Fluidization is an engineering unit operation that occurs when a fluid (liquid or gas) ascends through a bed of particles, and these particles get a velocity of minimum fluidization V_mf enough to stay in suspension, but without carrying them in the ascending flow. As from this moment the powder behaves as liquid at boiling point, hence the term “fluidization”. This operation is widely used in the aluminum smelter processes, for gas dry scrubbing (mass transfer) and in a modern plant for continuous alumina pot feeding (particles' momentum transfer). The understanding of the alumina fluoride rheology is of vital importance in the design of fluidized beds for gas treatment and fluidized pipelines for pot feeding.
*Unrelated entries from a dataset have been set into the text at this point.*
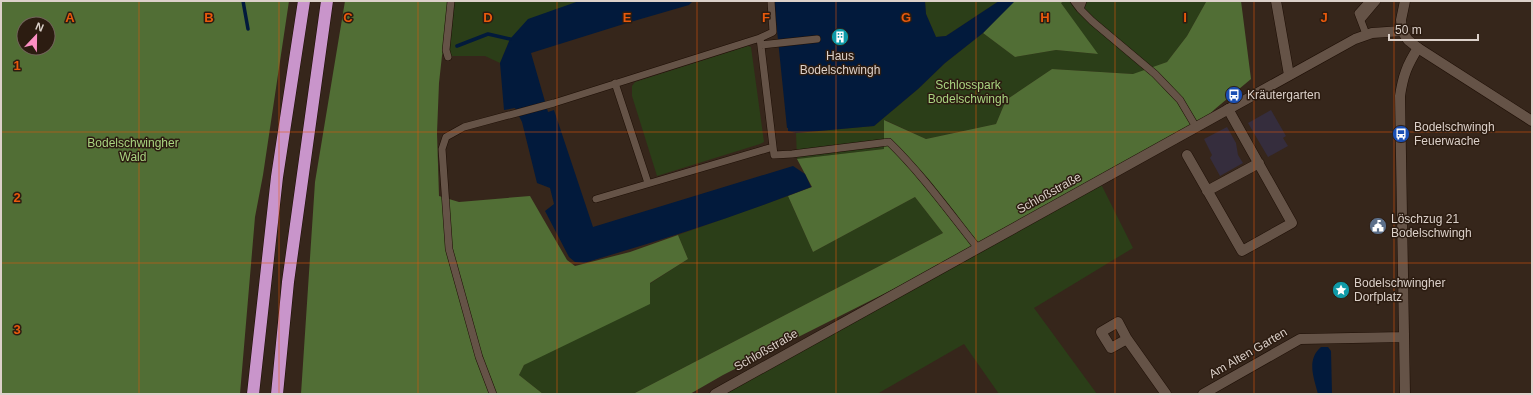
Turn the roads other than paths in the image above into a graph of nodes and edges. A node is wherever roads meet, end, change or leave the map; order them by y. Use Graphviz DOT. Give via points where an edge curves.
graph roads {
  1 [pos="304,1"];
  2 [pos="327,1"];
  3 [pos="451,1"];
  4 [pos="771,1"];
  5 [pos="1074,1"];
  6 [pos="1083,1"];
  7 [pos="1276,1"];
  8 [pos="1369,1"];
  9 [pos="1377,1"];
  10 [pos="1404,1"];
  11 [pos="1080,9"];
  12 [pos="1361,20"];
  13 [pos="1402,31"];
  14 [pos="1366,34"];
  15 [pos="817,40"];
  16 [pos="761,41"];
  17 [pos="1418,48"];
  18 [pos="448,57"];
  19 [pos="1289,75"];
  20 [pos="616,83"];
  21 [pos="1228,109"];
  22 [pos="1532,121"];
  23 [pos="1196,127"];
  24 [pos="773,147"];
  25 [pos="1187,155"];
  26 [pos="1259,163"];
  27 [pos="648,183"];
  28 [pos="1208,191"];
  29 [pos="596,198"];
  30 [pos="978,247"];
  31 [pos="1404,338"];
  32 [pos="1128,339"];
  33 [pos="253,394"];
  34 [pos="276,394"];
  35 [pos="493,394"];
  36 [pos="715,394"];
  37 [pos="1166,394"];
  38 [pos="1203,394"];
  39 [pos="1405,394"];
  1 -- 33 [label="highway" via="277,177"];
  2 -- 34 [label="highway" via="301,180"];
  3 -- 18 [label="lane" via="446,50"];
  4 -- 16 [label="lane" via="774,32"];
  5 -- 11 [label="lane"];
  6 -- 11 [label="lane"];
  7 -- 19 [label="street"];
  8 -- 12 [label="lane" via="1358,13"];
  9 -- 12 [label="lane"];
  10 -- 13 [label="street"];
  11 -- 23 [label="lane" via="1155,74 1180,100"];
  12 -- 14 [label="lane"];
  13 -- 14 [label="street, Schloßstraße"];
  13 -- 17 [label="street"];
  14 -- 19 [label="street, Schloßstraße"];
  15 -- 16 [label="lane"];
  16 -- 20 [label="lane"];
  16 -- 24 [label="lane"];
  17 -- 22 [label="street"];
  17 -- 31 [label="street" via="1408,64 1400,96"];
  19 -- 21 [label="street, Schloßstraße"];
  20 -- 27 [label="lane"];
  20 -- 35 [label="lane" via="464,127 446,137 442,149 450,249 478,357"];
  21 -- 23 [label="street, Schloßstraße"];
  21 -- 26 [label="street"];
  23 -- 30 [label="street, Schloßstraße"];
  24 -- 27 [label="lane"];
  24 -- 30 [label="lane" via="774,154 792,154 889,142 902,154"];
  25 -- 28 [label="street"];
  26 -- 28 [label="street"];
  26 -- 28 [label="street" via="1292,223 1242,251"];
  27 -- 29 [label="lane"];
  30 -- 36 [label="street, Schloßstraße"];
  31 -- 38 [label="street, Am Alten Garten" via="1300,338"];
  31 -- 39 [label="street"];
  32 -- 37 [label="street"];
}
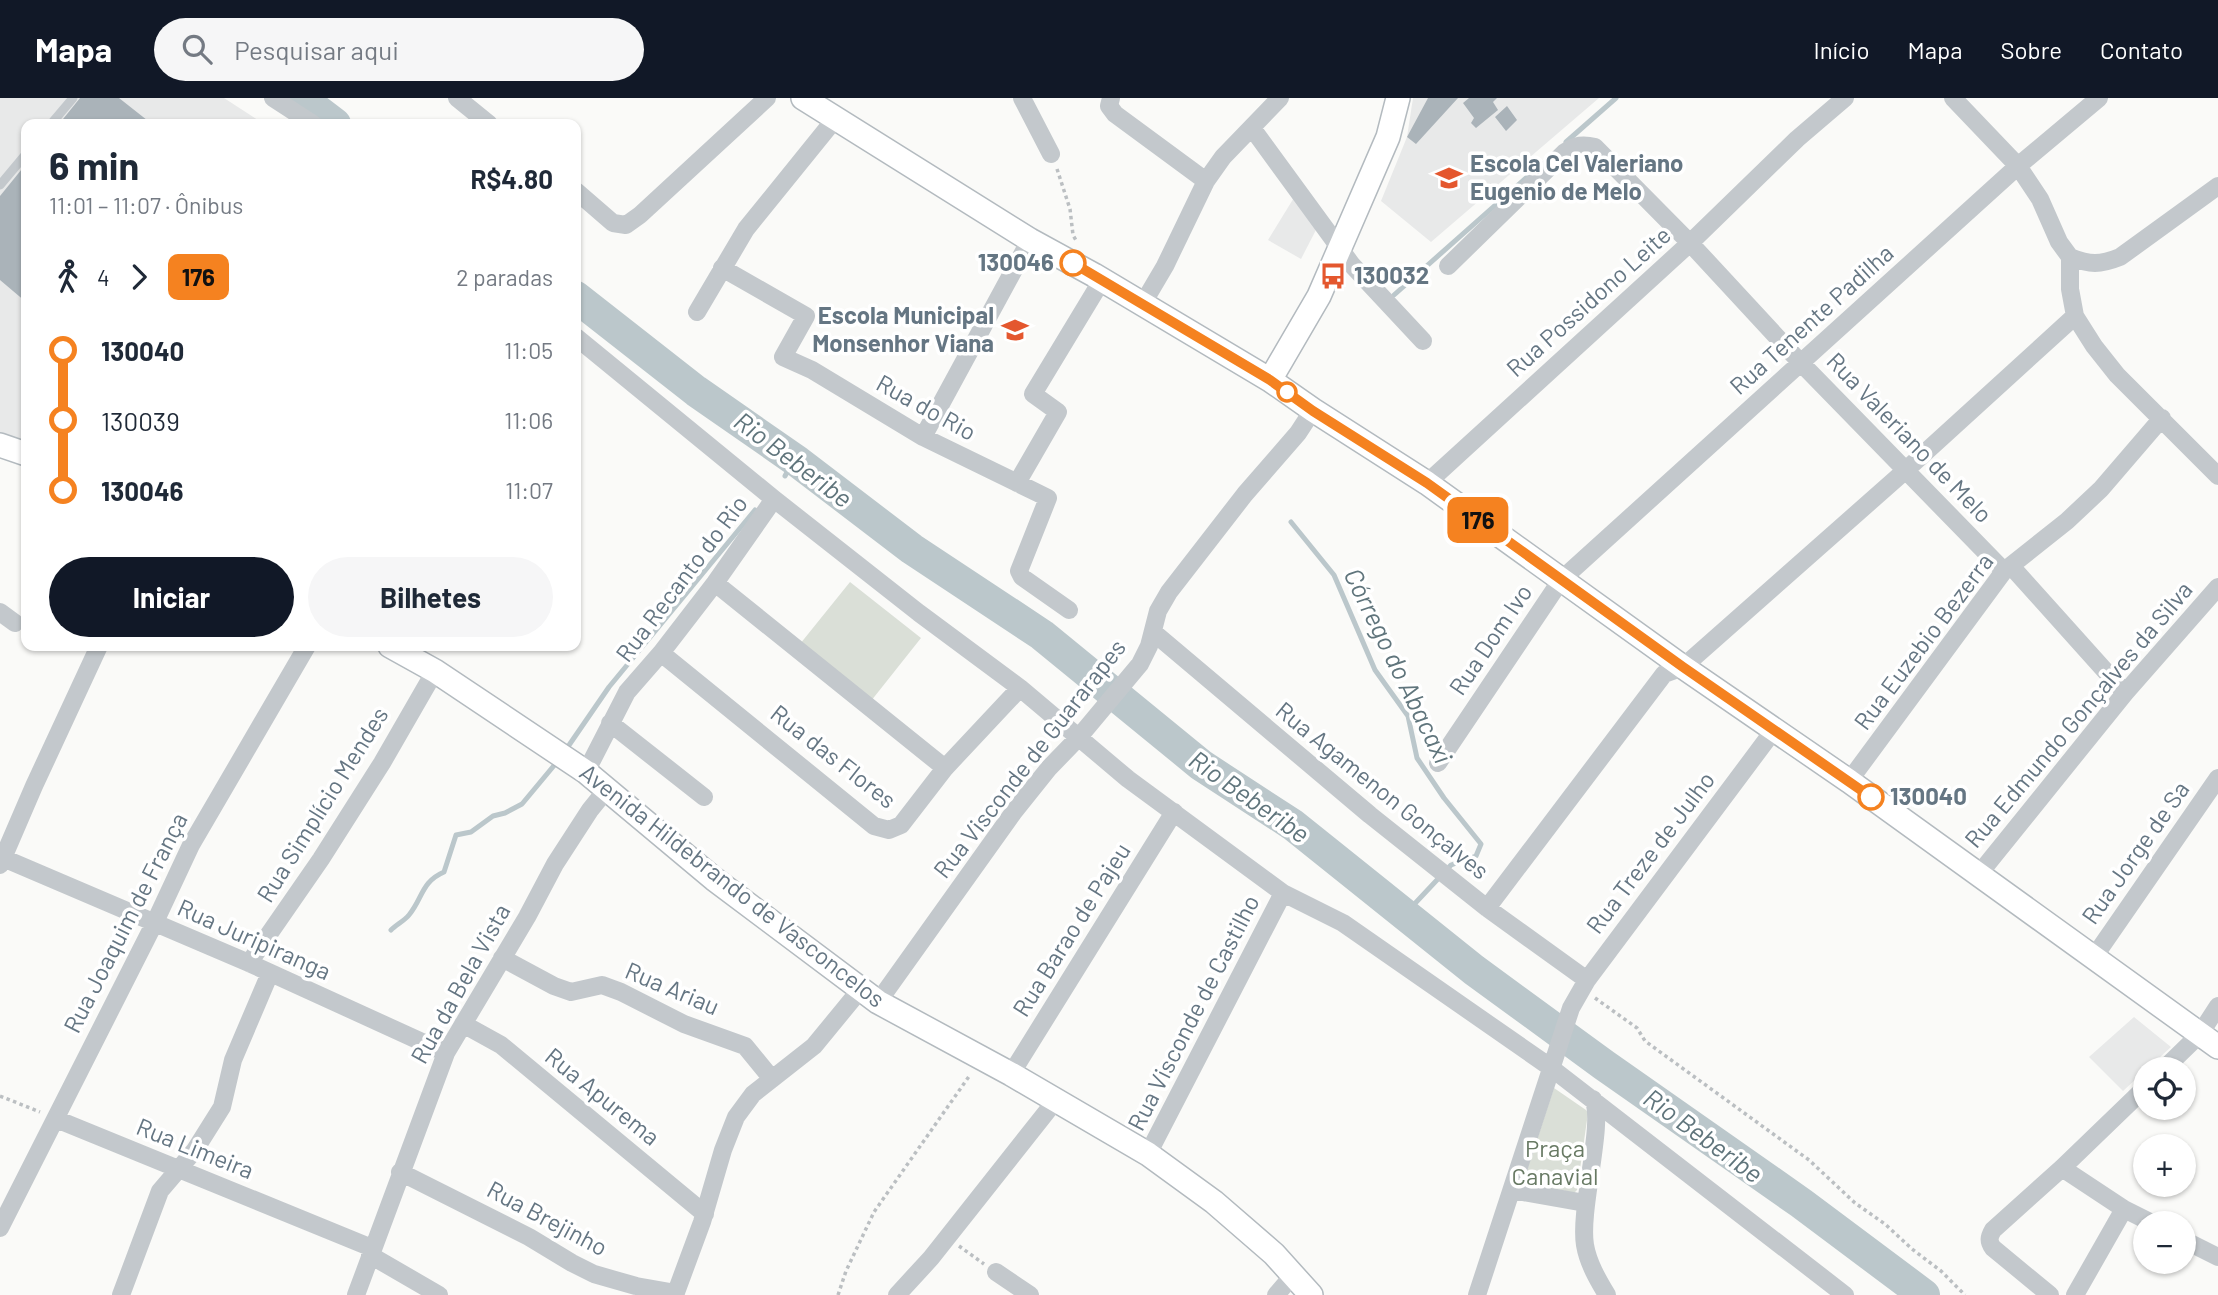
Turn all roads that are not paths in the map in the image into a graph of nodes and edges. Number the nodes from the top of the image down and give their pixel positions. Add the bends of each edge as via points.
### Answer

This paper shows the results of the experimental and theoretical values of the minimum and full fluidization velocities for the alumina fluoride used to project the state of the art round non-metallic air-fluidized conveyor of multiples outlets.

Keywords

Fluidized bed Minimum fluidization velocity Permeameter Maximum pressure drop

1. Introduction

Gas-solid flow occurs in many industrial operations. The majority of chemical engineering units operations, such as drying, separation, adsorption, pneumatic conveying, fluidization and filtration involve gas-solid flow.

Poor powder handling in an industrial process operation may result in a bad performance, leading to errors in the mass balance, erosion caused by particles impacts in the pipelines, attrition and elutriation of fines overloading the bag houses. Lack of a good gas-solid flow rate measurement can cause economic and environmental problem due to airborne particles.

This paper focuses on the applications of powder technology related to the aluminum smelters processes such as dry scrubbing of gases and pot feeding to produce primary aluminum.

To optimize the residence time in the gas-adsorption process and minimize the energy consumption in the pot feeding, the precise determinations of the minimum and full fluidization velocities as well as the aerated and non-aerated angle of repose of the fluoride alumina are mandatory.

2. Fundamentals of powder fluidization

In the powder processes discussed above, it is important to know the hydrodynamic behavior of the particles in fluidized beds. It is known that the fluidization behavior of a gas-solid bed depends on the particle diameter and density. (Geldart, (1972–1973))¹ classified powders into four types: C, A, B and D, based on their fluidization behavior. Geldart's diagram is illustrated in Figure 1.

Figure 1.

Powder classification diagram for fluidization by air – source: (Geldart, (1972–1973))¹.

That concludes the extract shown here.